Stored dataset items:
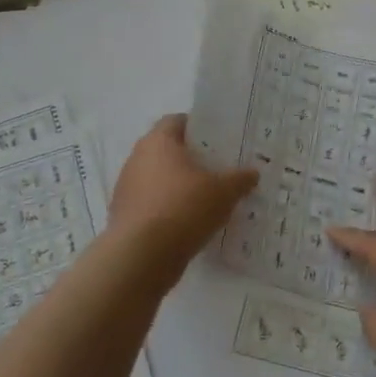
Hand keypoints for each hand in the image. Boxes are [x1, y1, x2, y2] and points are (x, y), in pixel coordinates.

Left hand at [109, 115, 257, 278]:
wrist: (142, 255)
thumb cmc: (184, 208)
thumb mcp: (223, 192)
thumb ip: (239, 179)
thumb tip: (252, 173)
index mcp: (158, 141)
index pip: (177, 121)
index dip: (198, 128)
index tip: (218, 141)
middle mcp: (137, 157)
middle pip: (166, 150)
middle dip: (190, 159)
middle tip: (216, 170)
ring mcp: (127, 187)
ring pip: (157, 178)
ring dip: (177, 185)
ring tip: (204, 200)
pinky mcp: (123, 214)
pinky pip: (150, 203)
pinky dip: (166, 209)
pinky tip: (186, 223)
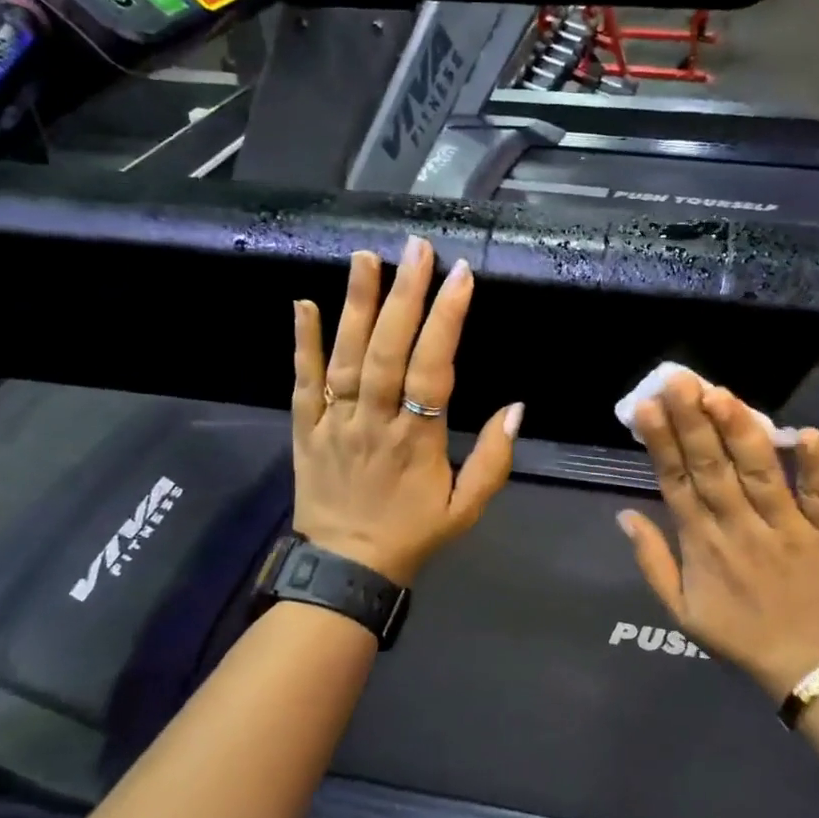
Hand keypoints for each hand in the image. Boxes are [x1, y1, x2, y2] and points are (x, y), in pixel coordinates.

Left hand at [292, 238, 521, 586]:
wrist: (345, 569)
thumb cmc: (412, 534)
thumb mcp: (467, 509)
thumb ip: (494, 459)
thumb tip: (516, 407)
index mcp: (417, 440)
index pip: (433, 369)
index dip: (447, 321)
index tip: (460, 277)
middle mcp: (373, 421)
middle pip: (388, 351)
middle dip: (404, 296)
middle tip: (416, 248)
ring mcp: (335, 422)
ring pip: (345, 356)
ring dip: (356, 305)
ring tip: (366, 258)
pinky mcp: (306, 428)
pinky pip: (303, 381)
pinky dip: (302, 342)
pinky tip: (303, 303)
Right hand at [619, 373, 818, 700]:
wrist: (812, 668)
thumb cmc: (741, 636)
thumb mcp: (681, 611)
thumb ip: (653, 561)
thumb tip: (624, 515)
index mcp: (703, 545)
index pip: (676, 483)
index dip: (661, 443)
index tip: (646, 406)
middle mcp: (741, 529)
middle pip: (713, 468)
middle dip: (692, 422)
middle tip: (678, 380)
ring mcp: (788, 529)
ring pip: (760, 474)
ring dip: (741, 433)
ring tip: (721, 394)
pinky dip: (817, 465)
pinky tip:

TRY IT:
All lines in the entries above that include "index" should be found and copied.

SOLUTION BELOW:
index mcp: (158, 141)
index pip: (177, 121)
index dip: (198, 128)
index tip: (218, 141)
index mcp: (417, 440)
index pip: (433, 369)
index dip: (447, 321)
index tip: (460, 277)
index mcp: (703, 545)
index pip: (676, 483)
index dip: (661, 443)
index tip: (646, 406)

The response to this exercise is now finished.